### Work task
What you return must be the full listing, word for word, with no images in it.

Start of Source information

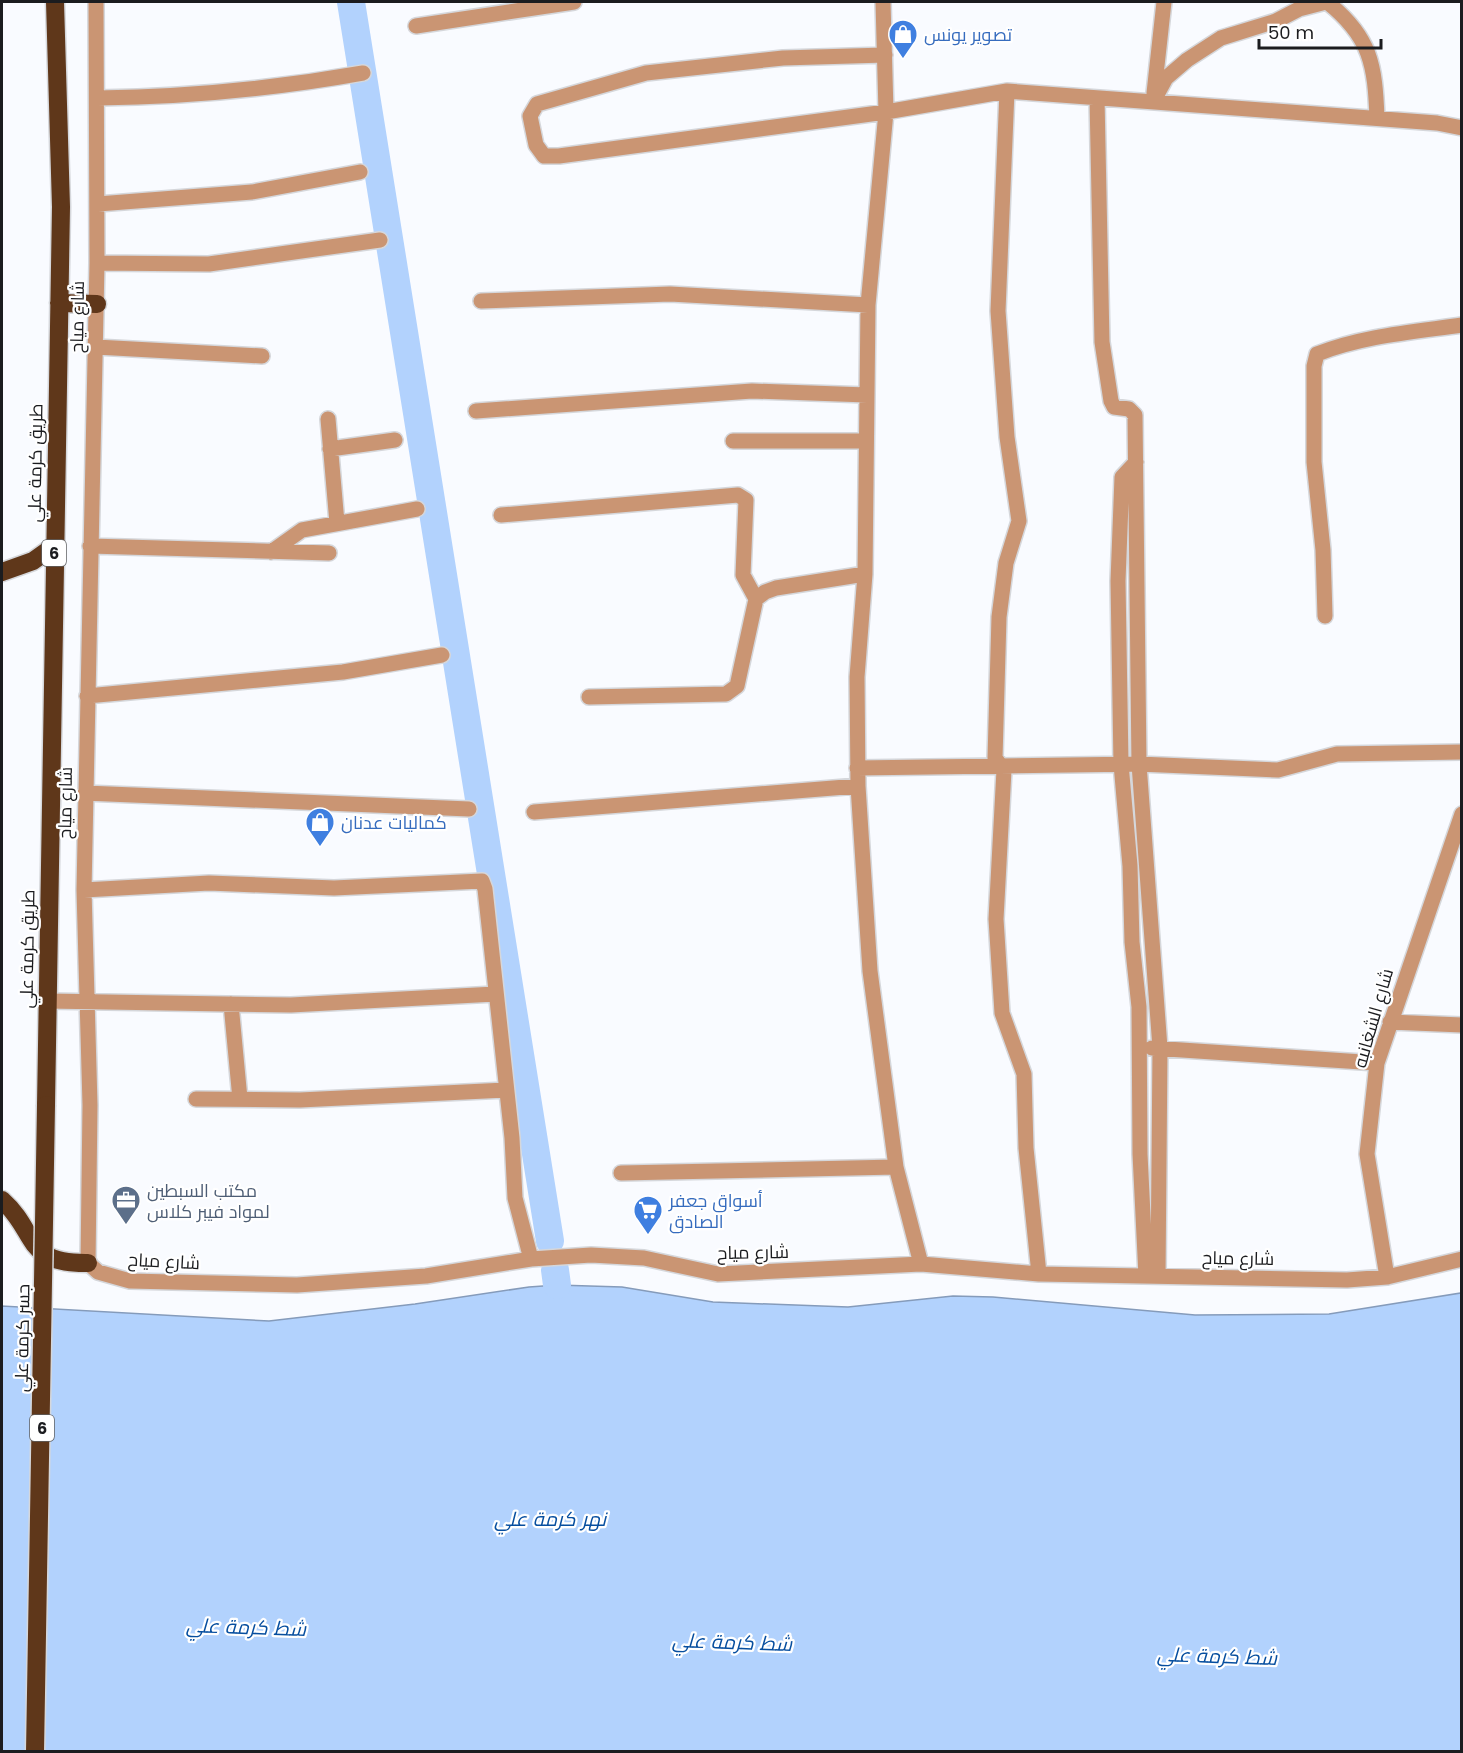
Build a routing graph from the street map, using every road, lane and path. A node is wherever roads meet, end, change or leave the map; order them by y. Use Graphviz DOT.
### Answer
graph roads {
  1 [pos="55,2"];
  2 [pos="96,2"];
  3 [pos="574,2"];
  4 [pos="883,2"];
  5 [pos="1164,2"];
  6 [pos="1327,2"];
  7 [pos="416,26"];
  8 [pos="885,55"];
  9 [pos="363,73"];
  10 [pos="1007,92"];
  11 [pos="98,98"];
  12 [pos="1097,98"];
  13 [pos="1153,102"];
  14 [pos="886,112"];
  15 [pos="1377,118"];
  16 [pos="1461,128"];
  17 [pos="360,172"];
  18 [pos="98,204"];
  19 [pos="380,240"];
  20 [pos="98,263"];
  21 [pos="482,301"];
  22 [pos="59,303"];
  23 [pos="96,304"];
  24 [pos="868,305"];
  25 [pos="1461,325"];
  26 [pos="96,347"];
  27 [pos="262,356"];
  28 [pos="867,395"];
  29 [pos="477,411"];
  30 [pos="328,419"];
  31 [pos="394,440"];
  32 [pos="733,441"];
  33 [pos="866,441"];
  34 [pos="330,449"];
  35 [pos="1136,462"];
  36 [pos="417,509"];
  37 [pos="501,515"];
  38 [pos="337,523"];
  39 [pos="54,546"];
  40 [pos="90,546"];
  41 [pos="271,552"];
  42 [pos="329,553"];
  43 [pos="2,572"];
  44 [pos="865,574"];
  45 [pos="1137,580"];
  46 [pos="1118,581"];
  47 [pos="756,599"];
  48 [pos="1326,616"];
  49 [pos="442,655"];
  50 [pos="87,696"];
  51 [pos="589,697"];
  52 [pos="1461,752"];
  53 [pos="1002,764"];
  54 [pos="1121,764"];
  55 [pos="1139,764"];
  56 [pos="857,768"];
  57 [pos="858,786"];
  58 [pos="85,793"];
  59 [pos="469,809"];
  60 [pos="534,812"];
  61 [pos="1461,814"];
  62 [pos="84,890"];
  63 [pos="495,994"];
  64 [pos="47,1001"];
  65 [pos="85,1002"];
  66 [pos="231,1004"];
  67 [pos="1390,1022"];
  68 [pos="1461,1025"];
  69 [pos="1140,1048"];
  70 [pos="1160,1048"];
  71 [pos="1377,1063"];
  72 [pos="506,1090"];
  73 [pos="196,1099"];
  74 [pos="240,1099"];
  75 [pos="46,1105"];
  76 [pos="896,1167"];
  77 [pos="621,1173"];
  78 [pos="2,1200"];
  79 [pos="1461,1259"];
  80 [pos="531,1260"];
  81 [pos="88,1263"];
  82 [pos="921,1264"];
  83 [pos="1039,1274"];
  84 [pos="1152,1276"];
  85 [pos="1387,1276"];
  86 [pos="35,1752"];
  1 -- 22 [label="highway, طريق كرمة علي / 6"];
  2 -- 11 [label="street, شارع مياح"];
  3 -- 7 [label="street"];
  4 -- 8 [label="street"];
  5 -- 13 [label="street"];
  6 -- 13 [label="street"];
  6 -- 15 [label="street"];
  8 -- 14 [label="street"];
  8 -- 14 [label="street"];
  9 -- 11 [label="street"];
  10 -- 12 [label="street"];
  10 -- 14 [label="street"];
  10 -- 53 [label="street"];
  11 -- 18 [label="street, شارع مياح"];
  12 -- 13 [label="street"];
  12 -- 35 [label="street"];
  13 -- 15 [label="street"];
  14 -- 24 [label="street"];
  15 -- 16 [label="street"];
  17 -- 18 [label="street"];
  18 -- 20 [label="street, شارع مياح"];
  19 -- 20 [label="street"];
  20 -- 23 [label="street, شارع مياح"];
  21 -- 24 [label="street"];
  22 -- 23 [label="highway"];
  22 -- 39 [label="highway, طريق كرمة علي / 6"];
  23 -- 26 [label="street, شارع مياح"];
  24 -- 28 [label="street"];
  25 -- 48 [label="street"];
  26 -- 27 [label="street"];
  26 -- 40 [label="street, شارع مياح"];
  28 -- 29 [label="street"];
  28 -- 33 [label="street"];
  30 -- 34 [label="street"];
  31 -- 34 [label="street"];
  32 -- 33 [label="street"];
  33 -- 44 [label="street"];
  34 -- 38 [label="street"];
  35 -- 45 [label="street"];
  35 -- 46 [label="street"];
  36 -- 38 [label="street"];
  37 -- 47 [label="street"];
  38 -- 41 [label="street"];
  39 -- 43 [label="highway"];
  39 -- 64 [label="highway, طريق كرمة علي / 6"];
  40 -- 41 [label="street"];
  40 -- 50 [label="street, شارع مياح"];
  41 -- 42 [label="street"];
  44 -- 47 [label="street"];
  44 -- 56 [label="street"];
  45 -- 46 [label="street"];
  45 -- 55 [label="street"];
  46 -- 54 [label="street"];
  47 -- 51 [label="street"];
  49 -- 50 [label="street"];
  50 -- 58 [label="street, شارع مياح"];
  52 -- 55 [label="street"];
  53 -- 54 [label="street"];
  53 -- 56 [label="street"];
  53 -- 83 [label="street"];
  54 -- 55 [label="street"];
  54 -- 69 [label="street"];
  55 -- 70 [label="street"];
  56 -- 57 [label="street"];
  57 -- 60 [label="street"];
  57 -- 76 [label="street"];
  58 -- 59 [label="street"];
  58 -- 62 [label="street, شارع مياح"];
  61 -- 67 [label="street, شارع الشغانبه"];
  62 -- 63 [label="street"];
  62 -- 65 [label="street, شارع مياح"];
  63 -- 66 [label="street"];
  63 -- 72 [label="street"];
  64 -- 65 [label="street"];
  64 -- 75 [label="highway, طريق كرمة علي / 6"];
  65 -- 66 [label="street"];
  65 -- 81 [label="street, شارع مياح"];
  66 -- 74 [label="street"];
  67 -- 68 [label="street"];
  67 -- 71 [label="street, شارع الشغانبه"];
  69 -- 70 [label="street"];
  69 -- 84 [label="street"];
  70 -- 71 [label="street"];
  70 -- 84 [label="street"];
  71 -- 85 [label="street, شارع الشغانبه"];
  72 -- 74 [label="street"];
  72 -- 80 [label="street"];
  73 -- 74 [label="street"];
  75 -- 86 [label="highway, جسر كرمة علي / 6, bridge"];
  76 -- 77 [label="street"];
  76 -- 82 [label="street"];
  78 -- 81 [label="highway"];
  79 -- 85 [label="street, شارع مياح"];
  80 -- 81 [label="street, شارع مياح"];
  80 -- 82 [label="street, شارع مياح"];
  82 -- 83 [label="street, شارع مياح"];
  83 -- 84 [label="street, شارع مياح"];
  84 -- 85 [label="street, شارع مياح"];
}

End of Source information

### Reply
Build a routing graph from the street map, using every road, lane and path. A node is wherever roads meet, end, change or leave the map; order them by y. Use Graphviz DOT.
### Answer
graph roads {
  1 [pos="55,2"];
  2 [pos="96,2"];
  3 [pos="574,2"];
  4 [pos="883,2"];
  5 [pos="1164,2"];
  6 [pos="1327,2"];
  7 [pos="416,26"];
  8 [pos="885,55"];
  9 [pos="363,73"];
  10 [pos="1007,92"];
  11 [pos="98,98"];
  12 [pos="1097,98"];
  13 [pos="1153,102"];
  14 [pos="886,112"];
  15 [pos="1377,118"];
  16 [pos="1461,128"];
  17 [pos="360,172"];
  18 [pos="98,204"];
  19 [pos="380,240"];
  20 [pos="98,263"];
  21 [pos="482,301"];
  22 [pos="59,303"];
  23 [pos="96,304"];
  24 [pos="868,305"];
  25 [pos="1461,325"];
  26 [pos="96,347"];
  27 [pos="262,356"];
  28 [pos="867,395"];
  29 [pos="477,411"];
  30 [pos="328,419"];
  31 [pos="394,440"];
  32 [pos="733,441"];
  33 [pos="866,441"];
  34 [pos="330,449"];
  35 [pos="1136,462"];
  36 [pos="417,509"];
  37 [pos="501,515"];
  38 [pos="337,523"];
  39 [pos="54,546"];
  40 [pos="90,546"];
  41 [pos="271,552"];
  42 [pos="329,553"];
  43 [pos="2,572"];
  44 [pos="865,574"];
  45 [pos="1137,580"];
  46 [pos="1118,581"];
  47 [pos="756,599"];
  48 [pos="1326,616"];
  49 [pos="442,655"];
  50 [pos="87,696"];
  51 [pos="589,697"];
  52 [pos="1461,752"];
  53 [pos="1002,764"];
  54 [pos="1121,764"];
  55 [pos="1139,764"];
  56 [pos="857,768"];
  57 [pos="858,786"];
  58 [pos="85,793"];
  59 [pos="469,809"];
  60 [pos="534,812"];
  61 [pos="1461,814"];
  62 [pos="84,890"];
  63 [pos="495,994"];
  64 [pos="47,1001"];
  65 [pos="85,1002"];
  66 [pos="231,1004"];
  67 [pos="1390,1022"];
  68 [pos="1461,1025"];
  69 [pos="1140,1048"];
  70 [pos="1160,1048"];
  71 [pos="1377,1063"];
  72 [pos="506,1090"];
  73 [pos="196,1099"];
  74 [pos="240,1099"];
  75 [pos="46,1105"];
  76 [pos="896,1167"];
  77 [pos="621,1173"];
  78 [pos="2,1200"];
  79 [pos="1461,1259"];
  80 [pos="531,1260"];
  81 [pos="88,1263"];
  82 [pos="921,1264"];
  83 [pos="1039,1274"];
  84 [pos="1152,1276"];
  85 [pos="1387,1276"];
  86 [pos="35,1752"];
  1 -- 22 [label="highway, طريق كرمة علي / 6"];
  2 -- 11 [label="street, شارع مياح"];
  3 -- 7 [label="street"];
  4 -- 8 [label="street"];
  5 -- 13 [label="street"];
  6 -- 13 [label="street"];
  6 -- 15 [label="street"];
  8 -- 14 [label="street"];
  8 -- 14 [label="street"];
  9 -- 11 [label="street"];
  10 -- 12 [label="street"];
  10 -- 14 [label="street"];
  10 -- 53 [label="street"];
  11 -- 18 [label="street, شارع مياح"];
  12 -- 13 [label="street"];
  12 -- 35 [label="street"];
  13 -- 15 [label="street"];
  14 -- 24 [label="street"];
  15 -- 16 [label="street"];
  17 -- 18 [label="street"];
  18 -- 20 [label="street, شارع مياح"];
  19 -- 20 [label="street"];
  20 -- 23 [label="street, شارع مياح"];
  21 -- 24 [label="street"];
  22 -- 23 [label="highway"];
  22 -- 39 [label="highway, طريق كرمة علي / 6"];
  23 -- 26 [label="street, شارع مياح"];
  24 -- 28 [label="street"];
  25 -- 48 [label="street"];
  26 -- 27 [label="street"];
  26 -- 40 [label="street, شارع مياح"];
  28 -- 29 [label="street"];
  28 -- 33 [label="street"];
  30 -- 34 [label="street"];
  31 -- 34 [label="street"];
  32 -- 33 [label="street"];
  33 -- 44 [label="street"];
  34 -- 38 [label="street"];
  35 -- 45 [label="street"];
  35 -- 46 [label="street"];
  36 -- 38 [label="street"];
  37 -- 47 [label="street"];
  38 -- 41 [label="street"];
  39 -- 43 [label="highway"];
  39 -- 64 [label="highway, طريق كرمة علي / 6"];
  40 -- 41 [label="street"];
  40 -- 50 [label="street, شارع مياح"];
  41 -- 42 [label="street"];
  44 -- 47 [label="street"];
  44 -- 56 [label="street"];
  45 -- 46 [label="street"];
  45 -- 55 [label="street"];
  46 -- 54 [label="street"];
  47 -- 51 [label="street"];
  49 -- 50 [label="street"];
  50 -- 58 [label="street, شارع مياح"];
  52 -- 55 [label="street"];
  53 -- 54 [label="street"];
  53 -- 56 [label="street"];
  53 -- 83 [label="street"];
  54 -- 55 [label="street"];
  54 -- 69 [label="street"];
  55 -- 70 [label="street"];
  56 -- 57 [label="street"];
  57 -- 60 [label="street"];
  57 -- 76 [label="street"];
  58 -- 59 [label="street"];
  58 -- 62 [label="street, شارع مياح"];
  61 -- 67 [label="street, شارع الشغانبه"];
  62 -- 63 [label="street"];
  62 -- 65 [label="street, شارع مياح"];
  63 -- 66 [label="street"];
  63 -- 72 [label="street"];
  64 -- 65 [label="street"];
  64 -- 75 [label="highway, طريق كرمة علي / 6"];
  65 -- 66 [label="street"];
  65 -- 81 [label="street, شارع مياح"];
  66 -- 74 [label="street"];
  67 -- 68 [label="street"];
  67 -- 71 [label="street, شارع الشغانبه"];
  69 -- 70 [label="street"];
  69 -- 84 [label="street"];
  70 -- 71 [label="street"];
  70 -- 84 [label="street"];
  71 -- 85 [label="street, شارع الشغانبه"];
  72 -- 74 [label="street"];
  72 -- 80 [label="street"];
  73 -- 74 [label="street"];
  75 -- 86 [label="highway, جسر كرمة علي / 6, bridge"];
  76 -- 77 [label="street"];
  76 -- 82 [label="street"];
  78 -- 81 [label="highway"];
  79 -- 85 [label="street, شارع مياح"];
  80 -- 81 [label="street, شارع مياح"];
  80 -- 82 [label="street, شارع مياح"];
  82 -- 83 [label="street, شارع مياح"];
  83 -- 84 [label="street, شارع مياح"];
  84 -- 85 [label="street, شارع مياح"];
}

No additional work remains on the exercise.